In order to do this, I decided to create time groups myself based on the timestamp and window size, and then use a simple CombinePerKey
function to create the OHLCV values. To the combine per key function we pass in the combiner which does the actual lifting. I’ll go into that in the next section. Here is a diagram of the resampler I created:
Ok, let’s start dissecting this down. The TimestampToTimeGroup
is a Pardo function that essentially does this:
...
yield {
**element,
time_group_key: element['timestamp'] // window_size
}
The division and floor operation is enough to create the time group. This is because the output value will remain constant while in a certain multiple of the window size.
0 // 3 = 0
1 // 3 = 0
2 // 3 = 0
3 // 3 = 1
...
The resample function then calls a map elements function, the CombineByKey
function and then the de-map function. The map and de-map functions are needed to restructure the data to be a tuple in the form of a key:value
pair. This function also has another purpose. If the data contains multiple instruments, we can provide an instrument_column
to the resampler to make sure it resamples per instruments. Else it will mash everything together into one big unusable clump of data.
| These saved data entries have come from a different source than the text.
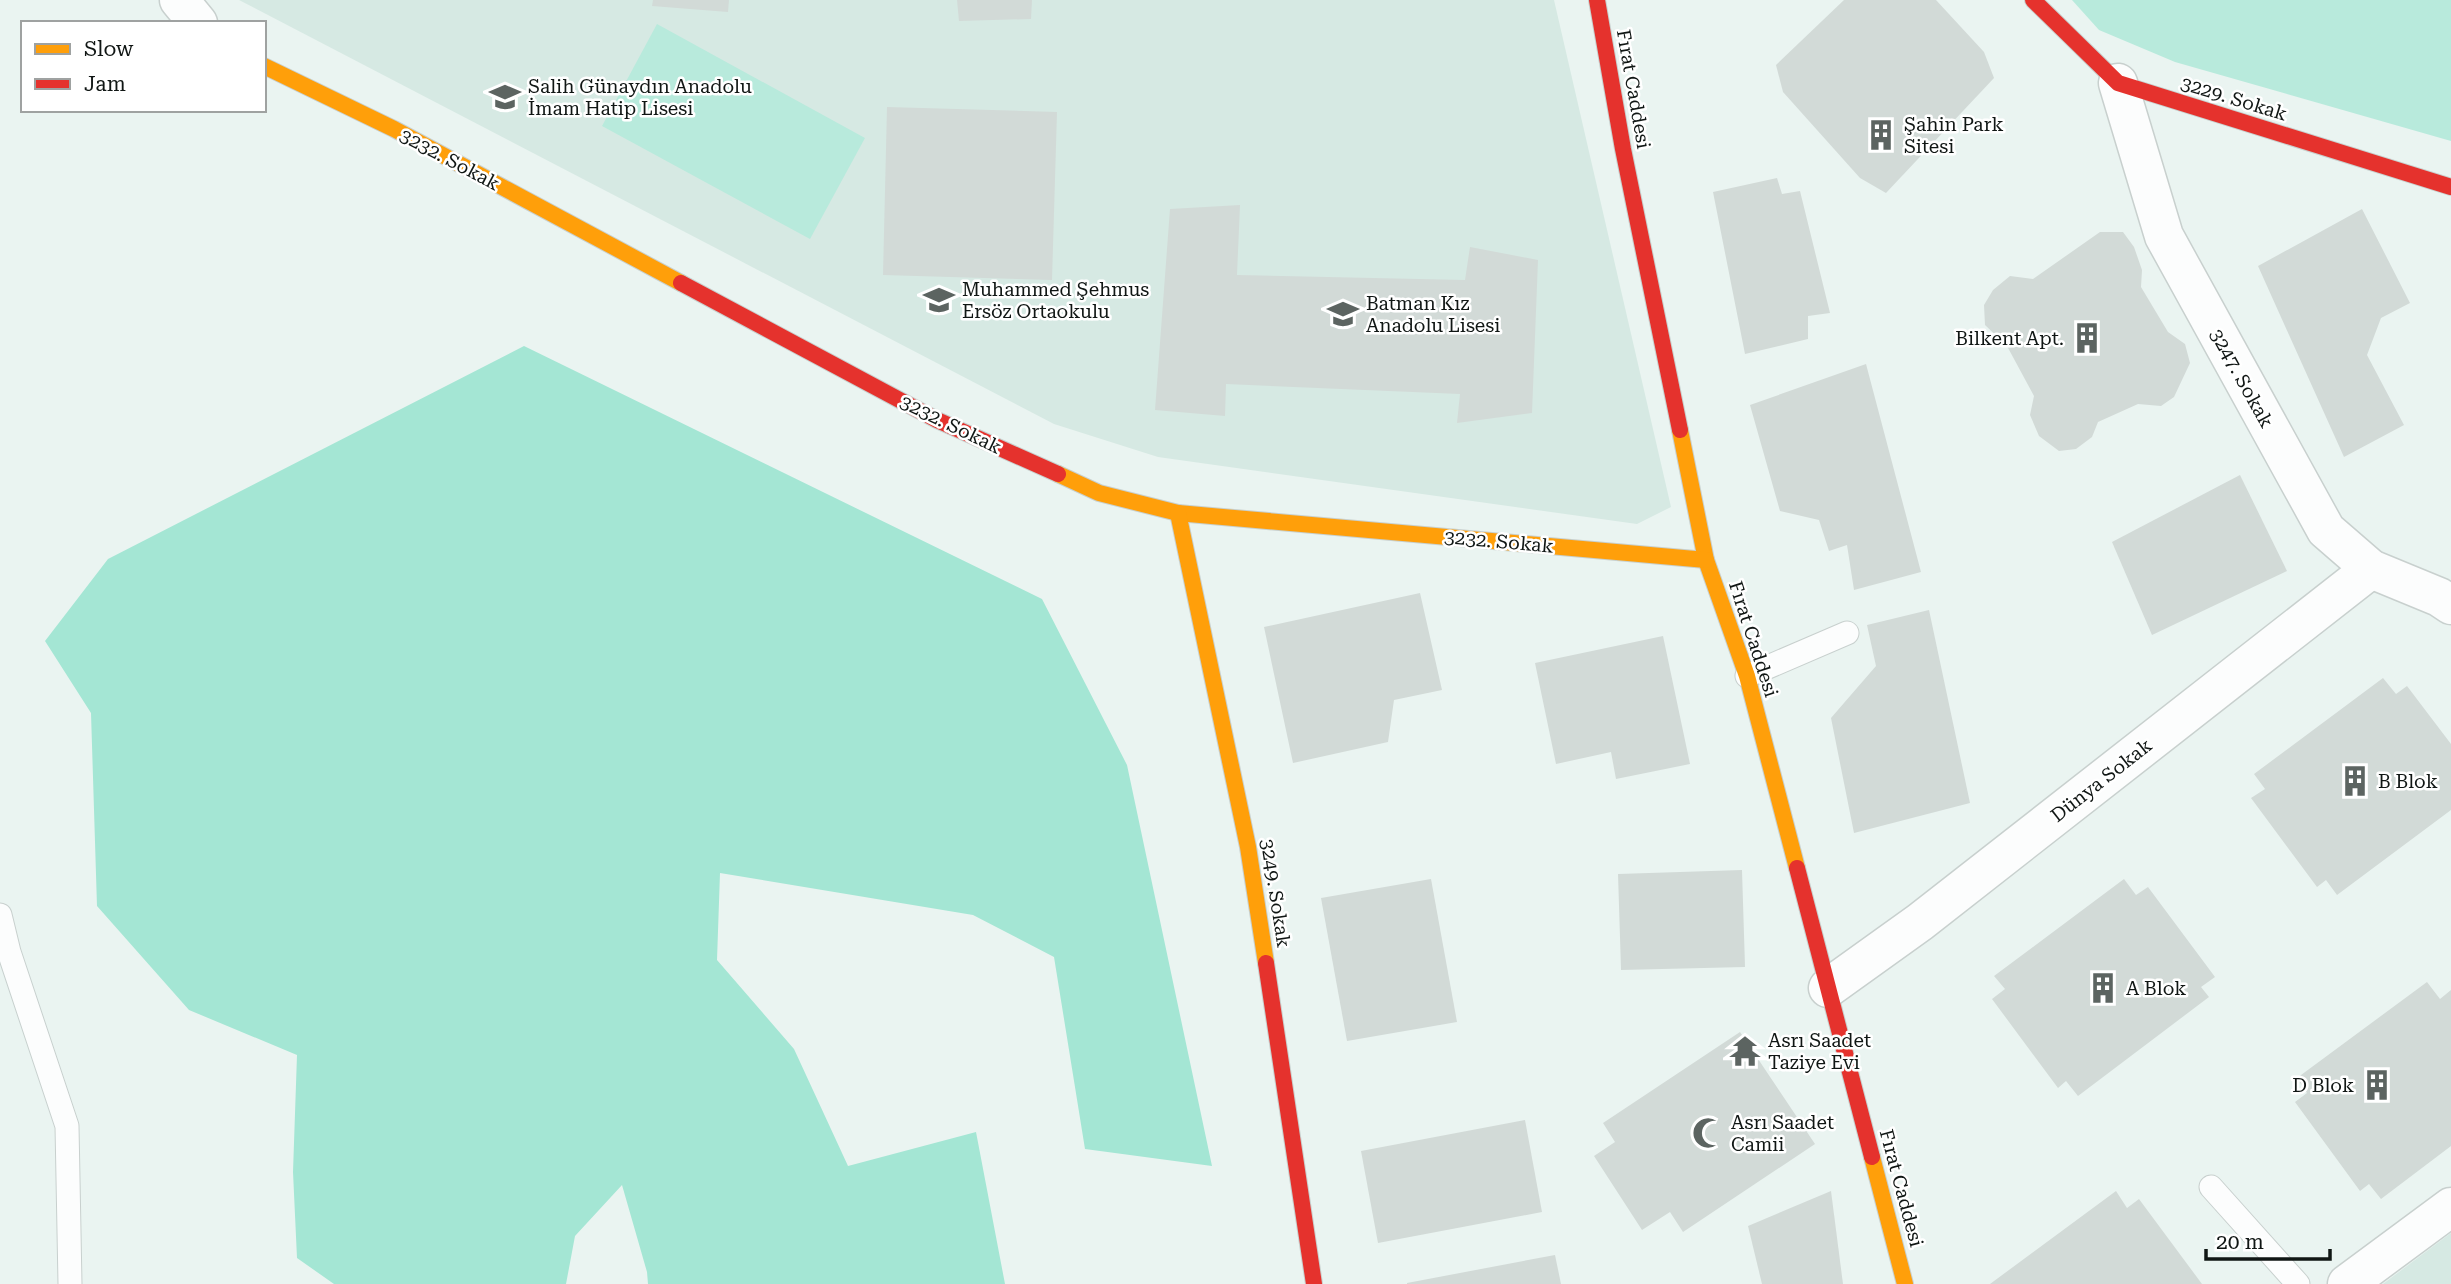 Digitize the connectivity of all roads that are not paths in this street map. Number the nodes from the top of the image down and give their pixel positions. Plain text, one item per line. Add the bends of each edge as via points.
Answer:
1 (179, 0) edge
2 (1597, 0) edge
3 (2033, 0) edge
4 (196, 21) edge
5 (266, 67) edge
6 (2118, 83) junction
7 (2451, 187) edge
8 (1178, 513) junction
9 (1706, 560) junction
10 (2371, 569) junction
11 (2451, 605) edge
12 (1847, 633) dead end
13 (1746, 676) junction
14 (0, 915) edge
15 (1828, 988) junction
16 (2211, 1187) dead end
17 (2451, 1207) edge
18 (70, 1284) edge
19 (1314, 1284) edge
20 (1905, 1284) edge
21 (2298, 1284) edge
22 (2347, 1284) edge

1 - 4 street
2 - 9 street, Fırat Caddesi
3 - 6 street, 3229. Sokak
5 - 8 street, 3232. Sokak via 394,129 937,420 1100,493
6 - 7 street, 3229. Sokak
6 - 10 street, 3247. Sokak via 2164,236 2326,530
8 - 9 street, 3232. Sokak
8 - 19 street, 3249. Sokak via 1248,847
9 - 13 street, Fırat Caddesi
10 - 11 street, 3247. Sokak
10 - 15 street, Dünya Sokak via 1920,922
12 - 13 lane
13 - 15 street, Fırat Caddesi
14 - 18 lane via 66,1126
15 - 20 street, Fırat Caddesi
16 - 21 lane
17 - 22 street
This function is given below:
def map_elements(self, data):
"""Map function to create key:value pairs to run CombinePerKey function.
:param data: PCollection being processed with time_group_key column and
instrument_column if set to use.
:return: PCollection with mapped data
"""
action_name = 'Resampler - Map data'
if self.instrument_column:
return data | action_name >> beam.Map(
lambda x: ((x['time_group_key'], x[self.instrument_column]), x)
)
return data | action_name >> beam.Map(lambda x: (x['time_group_key'], x))
The de-map function follows the same lines doing the thing in reverse. Won’t really go into that now, but if you’re interested have a look at the code. It’s all neat and tidy I promise!
The CombinePerKey
function is what does the actual aggregation. This function requires a combiner to handle what happens as rows come in and then how it accumulates combiners running on different nodes. Out of the box combines include sum combiners or moving average combiners. We created one out of the box to do the resampling which is explained next.
The Combiner#
The combiner is inheriting from apache_beam.CombineFn
. When using this class we need to make sure some methods are provided as shown below:
class CustomCombineFn(beam.CombineFn):
def create_accumulator(self):
return # create accumulator here
def add_input(self, current_accumulation, input):
return # perform accumulation here
def merge_accumulators(self, accumulators):
return # merge accumulators running un different nodes
def extract_output(self, sum_count):
return # function to extract output from accumulator values
In our case the combiner has the following functionality:
When receiving a new input, we check for the open, high, low, close values using the appropriate operation. The volume is a simple increment. In the merge accumulators we do the same checks and operations but across pre-accumulated results. The functions are very simple, but the class does get a bit lengthy due to all the doc strings. Hence, I won’t overload this article with the code but you can easily have a look at it here.
The get_value
function is a simple function to define what value would be used to calculate the OHLCV aggregation. The current implementation uses only the ask value from the tick data. However, this can easily be manipulated to use the big or combination of both.
@staticmethod
def get_value(item):
"""Function to calculate the value of the element.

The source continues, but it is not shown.